When you were getting set up, you used your emergency fund to take care of that first month. So you need to rebuild your fund and keep on saving. This gives you some stability and ability to smooth over a low-income month or two, as well as handle any emergencies or rough patches that arise.
Because we all know, shit gon’ happen.
At first, your cushion will be the last bucket you fill – you have to keep the lights on and pay the mortgage and keep the cat in gooshyfood, after all.
Later on, when you’ve established some good data points, know basically what the rhythms of your irregular income look like, and have a nice lil’ financial cushion already in place, you can consider whether you want to fund your cushion first, before even Essentials, or if you want to bump it ahead of Optional (which is what I typically do).
Just make sure you’re always funding your cushion.

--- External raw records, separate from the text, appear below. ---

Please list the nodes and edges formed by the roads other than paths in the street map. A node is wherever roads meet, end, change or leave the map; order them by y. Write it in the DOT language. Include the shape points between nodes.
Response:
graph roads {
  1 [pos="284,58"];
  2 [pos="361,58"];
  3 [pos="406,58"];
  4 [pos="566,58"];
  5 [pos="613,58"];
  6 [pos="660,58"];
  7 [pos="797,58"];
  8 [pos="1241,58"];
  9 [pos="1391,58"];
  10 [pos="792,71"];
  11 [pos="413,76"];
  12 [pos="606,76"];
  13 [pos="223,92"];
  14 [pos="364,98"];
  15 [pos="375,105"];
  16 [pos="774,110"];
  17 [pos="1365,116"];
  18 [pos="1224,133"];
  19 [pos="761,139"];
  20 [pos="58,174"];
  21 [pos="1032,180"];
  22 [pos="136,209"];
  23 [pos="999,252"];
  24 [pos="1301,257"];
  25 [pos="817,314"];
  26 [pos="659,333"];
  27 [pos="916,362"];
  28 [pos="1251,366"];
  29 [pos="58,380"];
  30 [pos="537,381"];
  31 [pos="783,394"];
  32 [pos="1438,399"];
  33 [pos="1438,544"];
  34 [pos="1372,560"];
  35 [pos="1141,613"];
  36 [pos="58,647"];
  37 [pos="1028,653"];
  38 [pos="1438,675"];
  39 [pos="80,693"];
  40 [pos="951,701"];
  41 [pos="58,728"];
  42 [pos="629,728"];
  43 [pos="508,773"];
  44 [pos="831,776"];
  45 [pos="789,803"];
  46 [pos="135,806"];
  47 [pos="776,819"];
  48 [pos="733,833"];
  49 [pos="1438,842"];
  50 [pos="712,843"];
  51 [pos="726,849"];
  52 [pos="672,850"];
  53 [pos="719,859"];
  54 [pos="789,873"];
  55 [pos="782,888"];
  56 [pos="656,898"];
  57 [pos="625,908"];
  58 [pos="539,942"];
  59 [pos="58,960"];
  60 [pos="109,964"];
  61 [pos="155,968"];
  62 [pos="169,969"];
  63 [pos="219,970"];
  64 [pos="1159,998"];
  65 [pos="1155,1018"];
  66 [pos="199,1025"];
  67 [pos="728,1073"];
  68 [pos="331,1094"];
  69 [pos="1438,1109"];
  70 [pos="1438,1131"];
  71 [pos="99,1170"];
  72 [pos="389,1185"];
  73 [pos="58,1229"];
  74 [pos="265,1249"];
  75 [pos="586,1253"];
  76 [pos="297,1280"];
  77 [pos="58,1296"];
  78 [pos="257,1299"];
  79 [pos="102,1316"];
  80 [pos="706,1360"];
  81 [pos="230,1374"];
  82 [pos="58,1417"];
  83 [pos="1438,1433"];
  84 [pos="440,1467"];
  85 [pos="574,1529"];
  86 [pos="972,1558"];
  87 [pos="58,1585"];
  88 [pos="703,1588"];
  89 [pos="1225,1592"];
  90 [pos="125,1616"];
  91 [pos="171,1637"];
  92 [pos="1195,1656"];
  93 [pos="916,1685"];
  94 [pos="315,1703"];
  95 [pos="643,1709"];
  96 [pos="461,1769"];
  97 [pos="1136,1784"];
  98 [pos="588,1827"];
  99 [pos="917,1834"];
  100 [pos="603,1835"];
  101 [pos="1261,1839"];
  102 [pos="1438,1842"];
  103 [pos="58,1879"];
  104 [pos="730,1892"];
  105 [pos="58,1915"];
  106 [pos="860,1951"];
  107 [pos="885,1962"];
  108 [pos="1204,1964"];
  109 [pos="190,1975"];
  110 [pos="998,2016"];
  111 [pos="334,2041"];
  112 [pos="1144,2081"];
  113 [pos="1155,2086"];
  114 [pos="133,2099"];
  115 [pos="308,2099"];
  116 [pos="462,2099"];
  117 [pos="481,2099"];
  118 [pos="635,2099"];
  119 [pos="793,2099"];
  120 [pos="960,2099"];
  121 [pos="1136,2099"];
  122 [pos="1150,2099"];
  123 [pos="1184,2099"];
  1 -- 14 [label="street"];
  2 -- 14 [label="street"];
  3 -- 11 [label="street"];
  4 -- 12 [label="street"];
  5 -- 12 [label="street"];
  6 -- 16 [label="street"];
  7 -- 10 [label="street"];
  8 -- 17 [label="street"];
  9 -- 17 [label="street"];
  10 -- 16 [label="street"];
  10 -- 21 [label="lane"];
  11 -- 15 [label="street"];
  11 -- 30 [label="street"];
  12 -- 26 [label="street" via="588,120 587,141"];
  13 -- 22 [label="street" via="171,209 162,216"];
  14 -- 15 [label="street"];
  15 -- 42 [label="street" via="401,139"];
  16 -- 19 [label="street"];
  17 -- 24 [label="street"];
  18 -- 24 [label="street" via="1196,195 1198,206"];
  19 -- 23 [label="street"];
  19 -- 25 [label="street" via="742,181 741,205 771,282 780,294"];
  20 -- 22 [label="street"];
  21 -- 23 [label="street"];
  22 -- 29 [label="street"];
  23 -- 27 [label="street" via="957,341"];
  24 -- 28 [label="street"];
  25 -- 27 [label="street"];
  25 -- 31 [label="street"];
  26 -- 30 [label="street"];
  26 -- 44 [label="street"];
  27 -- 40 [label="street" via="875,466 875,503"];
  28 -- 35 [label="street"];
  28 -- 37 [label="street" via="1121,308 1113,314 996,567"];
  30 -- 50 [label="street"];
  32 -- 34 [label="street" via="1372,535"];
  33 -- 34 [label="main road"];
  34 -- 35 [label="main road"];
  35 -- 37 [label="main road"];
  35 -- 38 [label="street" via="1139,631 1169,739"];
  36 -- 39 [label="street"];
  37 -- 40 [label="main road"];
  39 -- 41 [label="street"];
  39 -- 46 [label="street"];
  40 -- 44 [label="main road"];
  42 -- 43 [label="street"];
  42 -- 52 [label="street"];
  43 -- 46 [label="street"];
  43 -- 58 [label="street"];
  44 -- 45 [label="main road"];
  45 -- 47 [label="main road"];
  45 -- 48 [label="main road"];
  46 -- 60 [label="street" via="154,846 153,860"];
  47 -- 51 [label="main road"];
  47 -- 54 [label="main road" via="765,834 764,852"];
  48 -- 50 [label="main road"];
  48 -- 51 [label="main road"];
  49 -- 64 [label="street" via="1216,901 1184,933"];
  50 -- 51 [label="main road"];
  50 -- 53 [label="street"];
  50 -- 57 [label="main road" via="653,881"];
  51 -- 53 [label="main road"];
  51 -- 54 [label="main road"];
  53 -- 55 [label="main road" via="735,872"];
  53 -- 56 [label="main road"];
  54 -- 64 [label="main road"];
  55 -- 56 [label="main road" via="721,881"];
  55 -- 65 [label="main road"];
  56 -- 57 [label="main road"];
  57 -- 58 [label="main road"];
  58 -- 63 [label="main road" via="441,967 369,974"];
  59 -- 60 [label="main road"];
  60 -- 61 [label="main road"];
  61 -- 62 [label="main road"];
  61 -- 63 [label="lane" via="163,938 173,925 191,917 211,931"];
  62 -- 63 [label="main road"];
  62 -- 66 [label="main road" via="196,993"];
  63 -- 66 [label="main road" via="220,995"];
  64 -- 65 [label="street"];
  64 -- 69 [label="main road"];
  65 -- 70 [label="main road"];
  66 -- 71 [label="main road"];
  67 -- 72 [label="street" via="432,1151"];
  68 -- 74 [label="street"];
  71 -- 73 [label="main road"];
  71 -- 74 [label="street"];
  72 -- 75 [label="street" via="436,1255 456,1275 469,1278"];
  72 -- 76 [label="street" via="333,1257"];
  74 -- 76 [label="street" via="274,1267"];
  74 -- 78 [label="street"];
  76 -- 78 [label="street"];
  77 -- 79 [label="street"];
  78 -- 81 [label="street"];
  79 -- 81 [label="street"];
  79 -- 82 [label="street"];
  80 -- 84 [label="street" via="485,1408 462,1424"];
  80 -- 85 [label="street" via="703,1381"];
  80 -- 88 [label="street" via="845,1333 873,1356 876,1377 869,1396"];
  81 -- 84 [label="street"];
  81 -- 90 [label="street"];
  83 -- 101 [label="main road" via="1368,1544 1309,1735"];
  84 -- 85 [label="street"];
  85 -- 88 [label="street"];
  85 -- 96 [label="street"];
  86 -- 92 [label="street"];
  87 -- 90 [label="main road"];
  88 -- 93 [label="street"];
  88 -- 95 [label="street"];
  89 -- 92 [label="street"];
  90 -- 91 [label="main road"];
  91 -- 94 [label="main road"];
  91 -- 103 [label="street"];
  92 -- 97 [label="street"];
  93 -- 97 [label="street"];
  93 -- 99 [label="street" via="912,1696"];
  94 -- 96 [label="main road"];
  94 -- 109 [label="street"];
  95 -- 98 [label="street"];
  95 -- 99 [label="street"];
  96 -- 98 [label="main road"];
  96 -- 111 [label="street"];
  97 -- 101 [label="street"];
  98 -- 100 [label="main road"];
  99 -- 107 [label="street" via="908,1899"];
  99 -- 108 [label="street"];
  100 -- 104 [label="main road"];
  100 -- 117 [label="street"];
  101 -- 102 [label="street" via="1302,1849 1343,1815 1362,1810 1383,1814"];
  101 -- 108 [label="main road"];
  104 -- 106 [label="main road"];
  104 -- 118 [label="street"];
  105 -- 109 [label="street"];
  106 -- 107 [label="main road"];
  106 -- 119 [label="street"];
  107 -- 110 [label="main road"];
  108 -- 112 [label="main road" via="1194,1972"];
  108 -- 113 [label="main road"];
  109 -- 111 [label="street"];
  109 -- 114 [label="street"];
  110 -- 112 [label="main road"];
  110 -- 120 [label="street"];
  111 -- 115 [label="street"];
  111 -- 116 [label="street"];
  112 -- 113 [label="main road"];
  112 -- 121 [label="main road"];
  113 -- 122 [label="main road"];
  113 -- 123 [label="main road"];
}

It’s gonna be what saves you when Murphy’s Law inevitably gets out the hammer.
6. Use Smart Tools
Always know where your money is, as well as where it comes from and where it’s going.
How you do this will look different, depending on your preferences. Some people like a connected app like Mint or Yolt to track all their accounts, spending, income, etc. Other people swear by text tools like Charlie, or prefer to use their bank’s native app.
Some folks like an old-school spreadsheet, or a paper budgeting book.
Whatever works for you, do it. Just make sure all the pieces talk to each other. Keep tabs on your freelance or gig income in comparison to your spending, everywhere it occurs – credit and debit cards, cash, autopays, the works.
It’s really really easy to screw up and overspend when you’re not looking at every element – did you spend too much on the business this month and not book enough billable hours? Is there an autopay you forgot about? Using smart connected tools can help avoid a shock or, worse, an overdraft or budget crisis.
Action Steps
- Get to know your resources. What do you have available to start with and what’s your bottom line on expenses? How much are you working with going into to his and what’s the last you can spend next month?
- Set up your buckets. Figure out how you’re allocating next month’s spending based on this month’s resources or income.
- Pick a money management app. Play around with a few and start using the heck out of the one that clicks with you best.